Will shutdown of online education program scare off other colleges?

In an effort to reach new students, more schools are partnering with companies that enable online education options. But the recent closure of Ivy Bridge, an online associates-degree program, could make schools considering similar options more wary.
Ivy Bridge is jointly managed by Tiffin University, a non-profit college in Ohio, and Altius Education, a for-profit education company based in San Francisco. Since its creation in 2008, the program has offered students an online path to a two-year associate’s degree that they can then use to transfer to one of 150 four-year partner institutions in the country. In 2012, it reportedly enrolled about 2,000 of Tiffin’s 6,900 students.
Last week, Altius and Tiffin announced that their regional accreditor, the Higher Learning Commission (HLC), had ordered them to discontinue Ivy Bridge classes. Altius said that, in 2010, the accrediting body had approved the program through 2020, but after recent changes to its policies, the HLC decided that its business structure did not meet its requirements.

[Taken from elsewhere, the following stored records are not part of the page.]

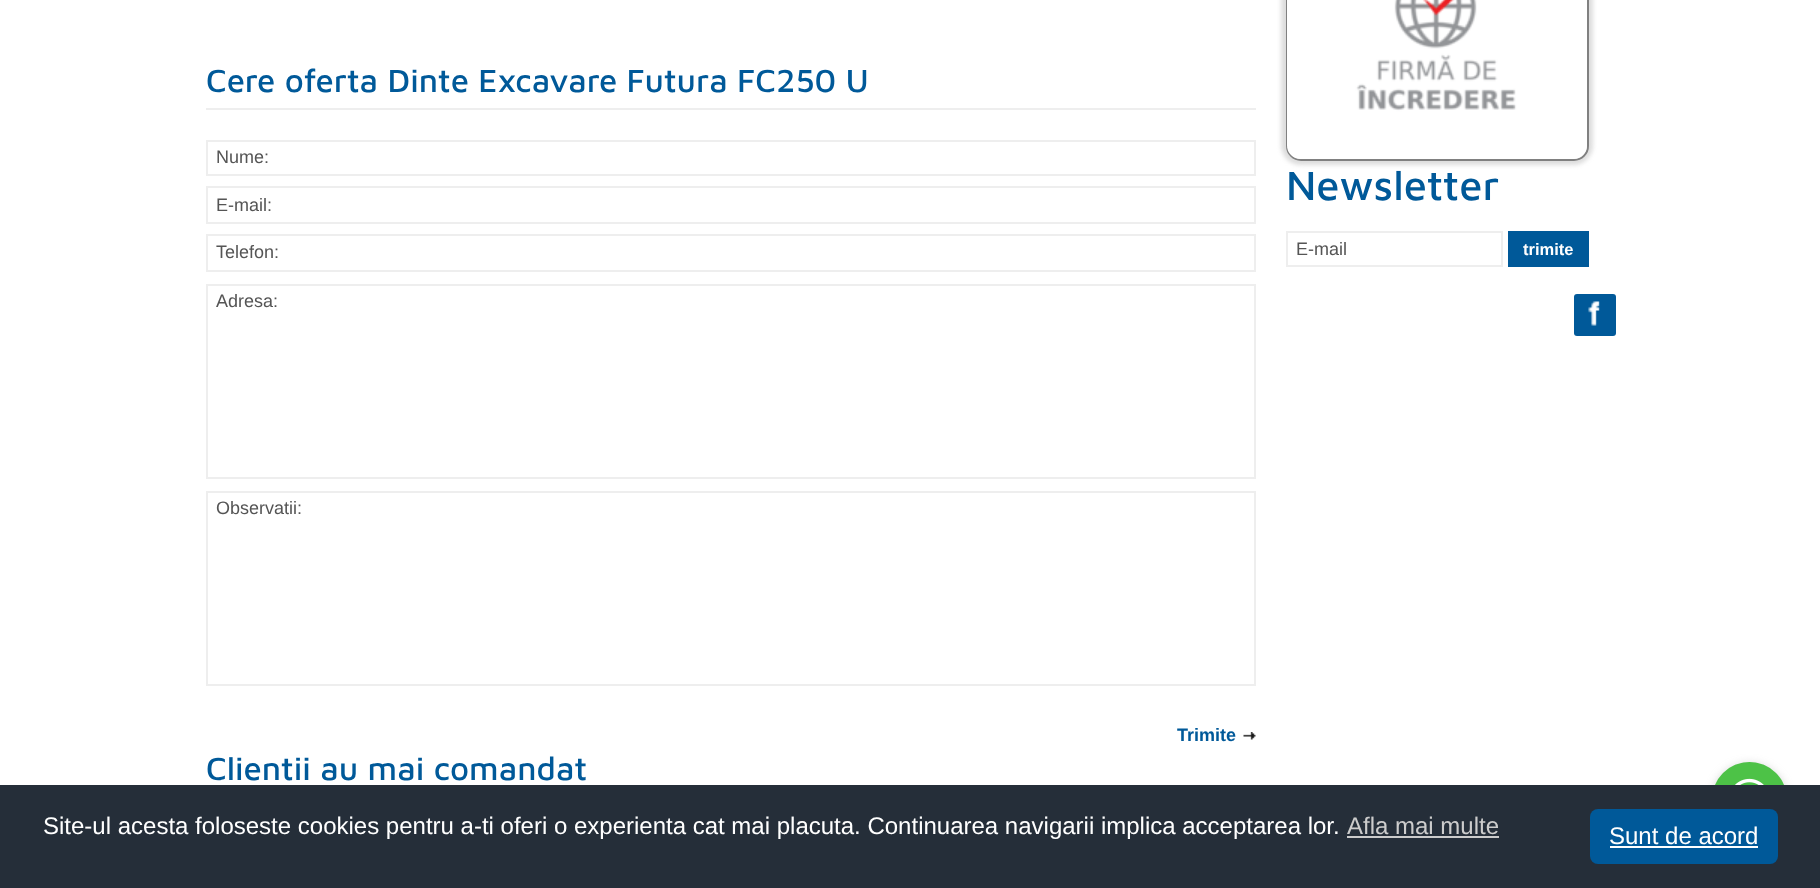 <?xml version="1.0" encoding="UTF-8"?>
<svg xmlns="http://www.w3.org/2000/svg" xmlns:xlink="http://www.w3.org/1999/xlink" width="1820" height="888">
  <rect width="100%" height="100%" fill="#ffffff" />
  <rect x="206" y="108" width="1050" height="2" fill="#eeeeee" />
  <rect x="207" y="141" width="1048" height="34" fill="none" stroke="#eeeeee" stroke-width="2" />
  <rect x="207" y="187" width="1048" height="36" fill="none" stroke="#eeeeee" stroke-width="2" />
  <rect x="207" y="235" width="1048" height="36" fill="none" stroke="#eeeeee" stroke-width="2" />
  <rect x="207" y="285" width="1048" height="193" fill="none" stroke="#eeeeee" stroke-width="2" />
  <rect x="207" y="492" width="1048" height="193" fill="none" stroke="#eeeeee" stroke-width="2" />
  <image x="1243" y="732" width="13" height="8" xlink:href="image1.png" />
  <rect x="1281" y="-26" width="312" height="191" rx="20" fill="#dddddd" filter="blur(2px)" />
  <rect x="1287" y="-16" width="301" height="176" rx="14" fill="none" stroke="#808080" stroke-width="2" />
  <image x="1287" y="0" width="300" height="159" xlink:href="image2.png" />
  <rect x="1287" y="232" width="215" height="34" fill="none" stroke="#eeeeee" stroke-width="2" />
  <rect x="1508" y="231" width="81" height="36" fill="#005999" />
  <rect x="1574" y="294" width="42" height="42" rx="3" fill="#005999" />
  <image x="1588" y="301" width="12" height="25" xlink:href="image3.png" />
  <rect x="1712" y="764" width="75" height="75" rx="37.5" fill="#888888" fill-opacity="0.4" filter="blur(5px)" />
  <circle cx="1749.5" cy="799.5" r="37.5" fill="#4dc247" />
  <image x="1735" y="778" width="29" height="7" xlink:href="image4.png" />
  <rect y="785" width="1820" height="103" fill="#252e39" />
  <rect x="1347" y="836" width="152" height="2" fill="#cccccc" />
  <rect x="1590" y="809" width="188" height="55" rx="8" fill="#005999" />
  <rect x="1610" y="846" width="148" height="2" fill="#ffffff" />
  <text x="206" y="92" style="font-family: Maven Pro; font-size: 33px; font-weight: 500; fill: #005999">Cere oferta Dinte Excavare Futura FC250 U</text>
  <text x="216" y="163" style="font-family: Liberation Sans; font-size: 18px; fill: #555555">Nume:</text>
  <text x="216" y="211" style="font-family: Liberation Sans; font-size: 18px; fill: #555555">E-mail:</text>
  <text x="216" y="258" style="font-family: Liberation Sans; font-size: 18px; fill: #555555">Telefon:</text>
  <text x="216" y="307" style="font-family: Liberation Sans; font-size: 18px; fill: #555555">Adresa:</text>
  <text x="216" y="514" style="font-family: Liberation Sans; font-size: 18px; fill: #555555">Observatii:</text>
  <text x="1177" y="741" style="font-family: Liberation Sans; font-size: 18px; font-weight: bold; fill: #005999">Trimite</text>
  <text x="206" y="780" style="font-family: Maven Pro; font-size: 33px; font-weight: 500; fill: #005999">Clientii au mai comandat</text>
  <text x="1286" y="200" style="font-family: Maven Pro; font-size: 42px; font-weight: 500; fill: #005999">Newsletter</text>
  <text x="1296" y="255" style="font-family: Liberation Sans; font-size: 18px; fill: #555555">E-mail</text>
  <text x="1523" y="255" style="font-family: Liberation Sans; font-size: 16.5px; font-weight: bold; fill: #ffffff">trimite</text>
  <text x="43" y="834" style="font-family: Liberation Sans; font-size: 24px; fill: #ffffff">Site-ul acesta foloseste cookies pentru a-ti oferi o experienta cat mai placuta. Continuarea navigarii implica acceptarea lor.</text>
  <text x="1347" y="834" style="font-family: Liberation Sans; font-size: 24px; fill: #cccccc">Afla mai multe</text>
  <text x="1609" y="844" style="font-family: Liberation Sans; font-size: 24px; fill: #ffffff">Sunt de acord</text>
</svg>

According to Inside Higher Ed, the accreditor, which started its questioning last year, was concerned how much influence the for-profit Altius had over Ivy Bridge. As accredited institutions (like Tiffin) outsource more of their academics to unaccredited organizations (like Altius), the HLC apparently raises its level of scrutiny, and it found that Ivy Bridge’s structure was not to its liking. The Toledo Blade reported that a review from the HLC also included concerns about academic rigor and student retention.
Tiffin and Altius maintain that the HLC’s issue is related to the business relationship between the school and the startup, not the quality of Ivy Bridge’s classes.
Regardless, the program’s closure will certainly become fodder for debate as more schools partner with companies — including 2U, Coursera, Udacity, Minerva Project and Academic Partnerships — to move more instruction online.  Those companies that just provide a technology platform, instead of establishing a separate online institution in the way that Altius did with Tiffin, would seem to raise less scrutiny. But as Inside Higher Ed notes, Ivy Bridge’s experience could have a chilling effect. Kevin Kinser, an associate professor of education at the State University of New York at Albany, told the outlet that colleges and companies need more information about what might rub accreditors the wrong way.
“We don’t know what the limits are in these kinds of contractual agreements,” he said. “This is something that a lot of institutions are taking a look at.”